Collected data
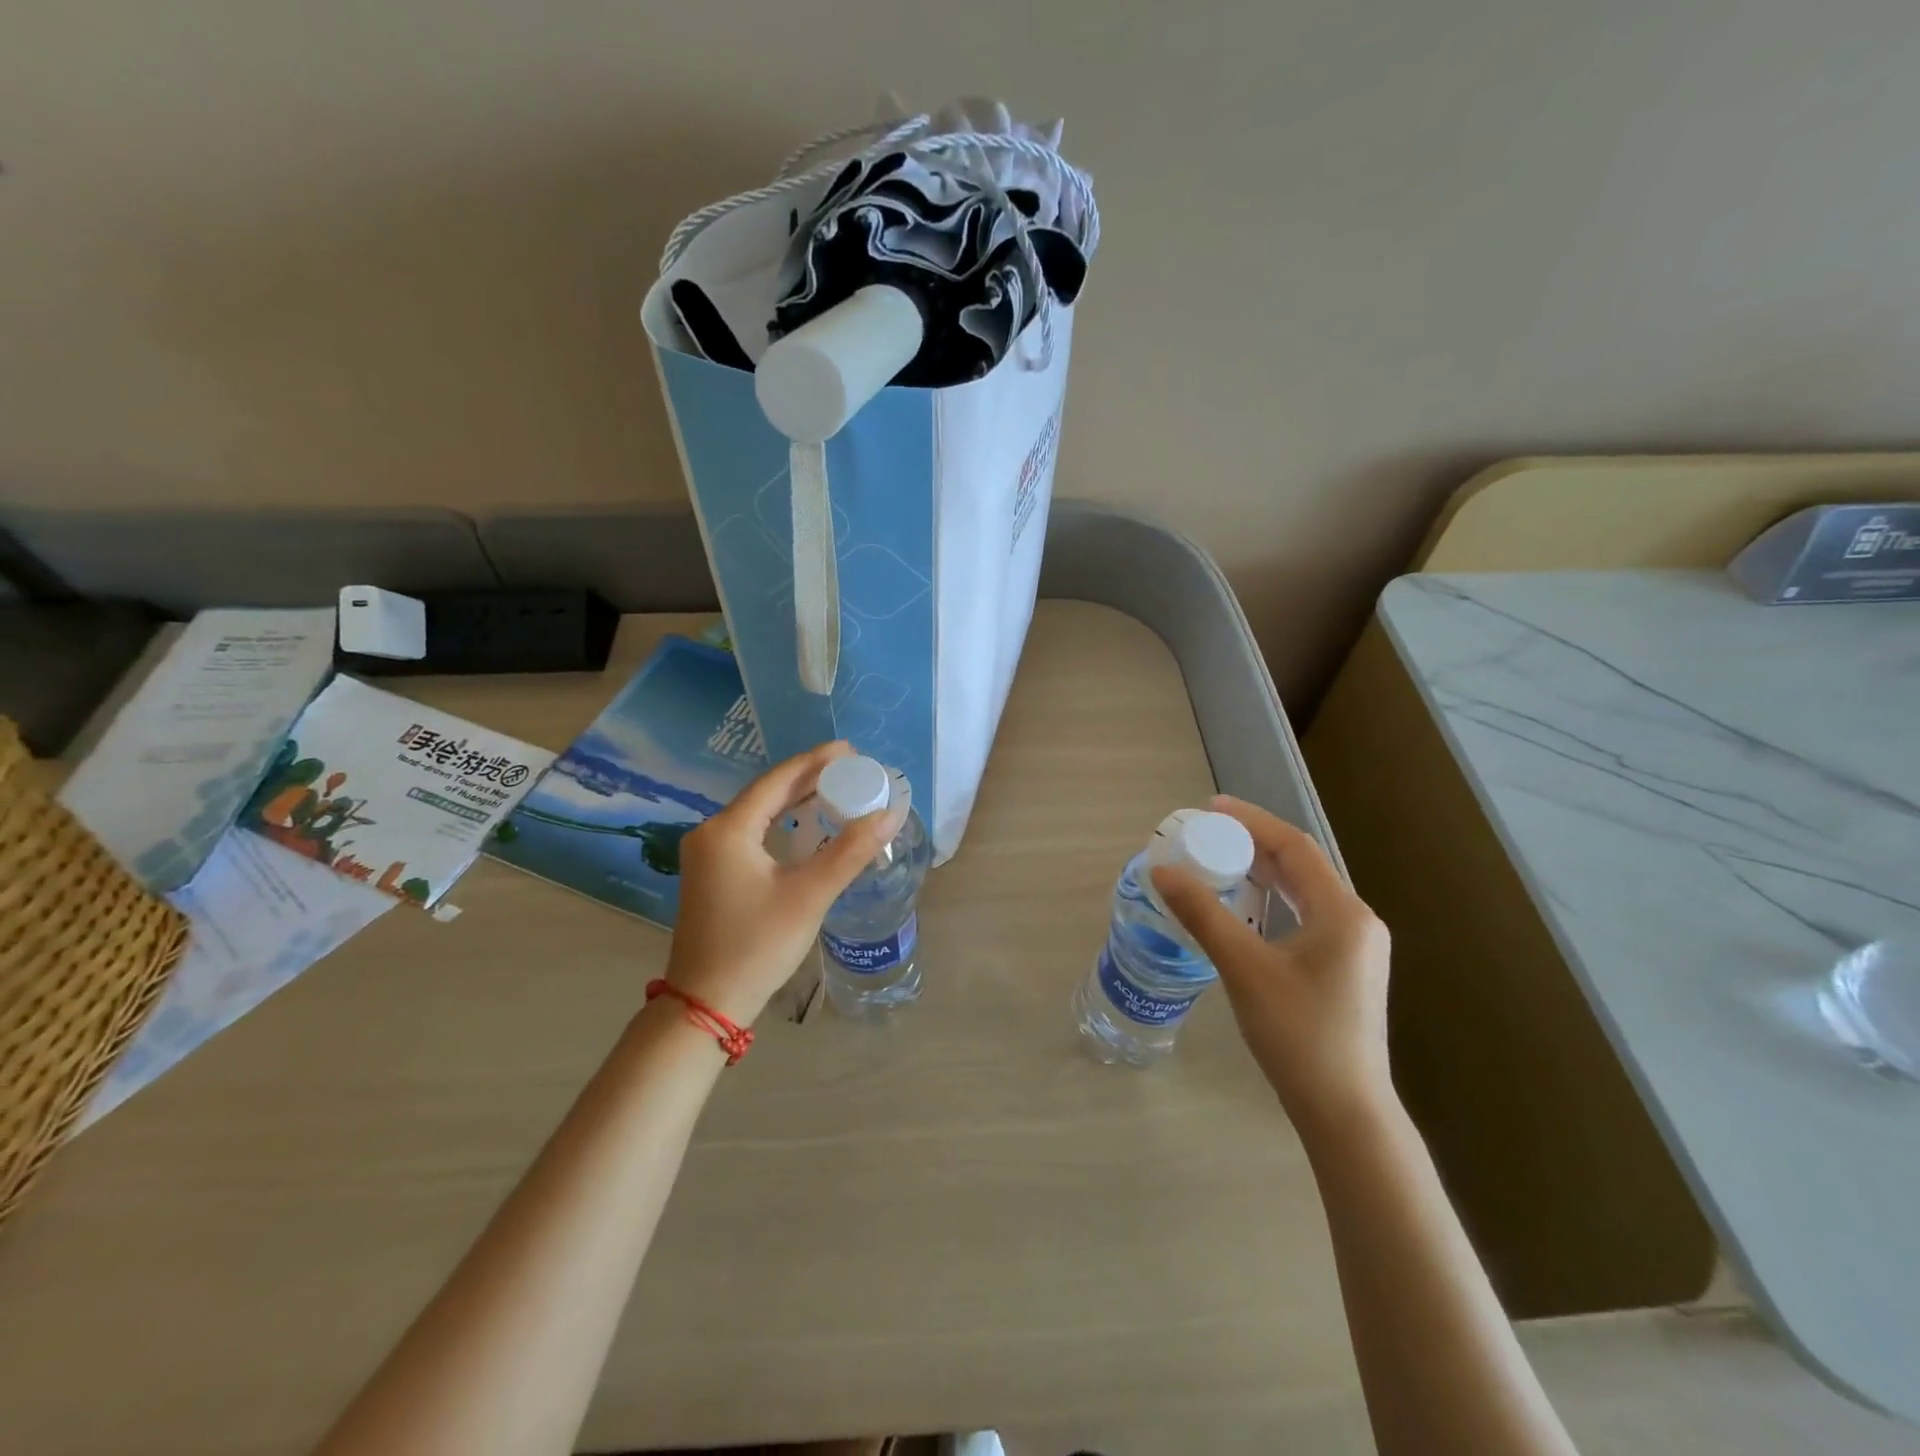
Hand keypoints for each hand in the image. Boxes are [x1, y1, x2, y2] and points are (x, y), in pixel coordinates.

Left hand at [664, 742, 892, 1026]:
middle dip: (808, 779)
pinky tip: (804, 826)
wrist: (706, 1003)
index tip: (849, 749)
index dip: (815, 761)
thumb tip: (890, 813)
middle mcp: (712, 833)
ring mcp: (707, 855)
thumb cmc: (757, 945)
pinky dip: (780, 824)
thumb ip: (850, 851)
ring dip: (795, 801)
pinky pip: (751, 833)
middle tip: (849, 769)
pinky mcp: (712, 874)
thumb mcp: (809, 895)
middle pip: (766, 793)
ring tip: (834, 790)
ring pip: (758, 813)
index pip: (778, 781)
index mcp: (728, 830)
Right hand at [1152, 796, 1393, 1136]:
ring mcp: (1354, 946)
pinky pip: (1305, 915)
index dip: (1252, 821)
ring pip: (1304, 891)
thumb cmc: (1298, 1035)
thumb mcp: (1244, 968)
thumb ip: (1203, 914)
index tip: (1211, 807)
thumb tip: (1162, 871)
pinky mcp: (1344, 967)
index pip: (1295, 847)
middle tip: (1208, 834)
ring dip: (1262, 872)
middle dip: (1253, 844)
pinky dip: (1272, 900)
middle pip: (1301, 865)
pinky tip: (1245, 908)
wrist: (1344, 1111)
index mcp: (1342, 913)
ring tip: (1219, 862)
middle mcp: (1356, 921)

* **Problem description**
Among the records above, find each line containing the string "pinky" and copy it.

* **Solved exercise**
pinky tip: (804, 826)
pinky dip: (780, 824)
pinky pip: (751, 833)
pinky mcp: (712, 874)
pinky pip: (1305, 915)
pinky mcp: (1344, 967)
pinky dip: (1272, 900)
pinky tip: (1245, 908)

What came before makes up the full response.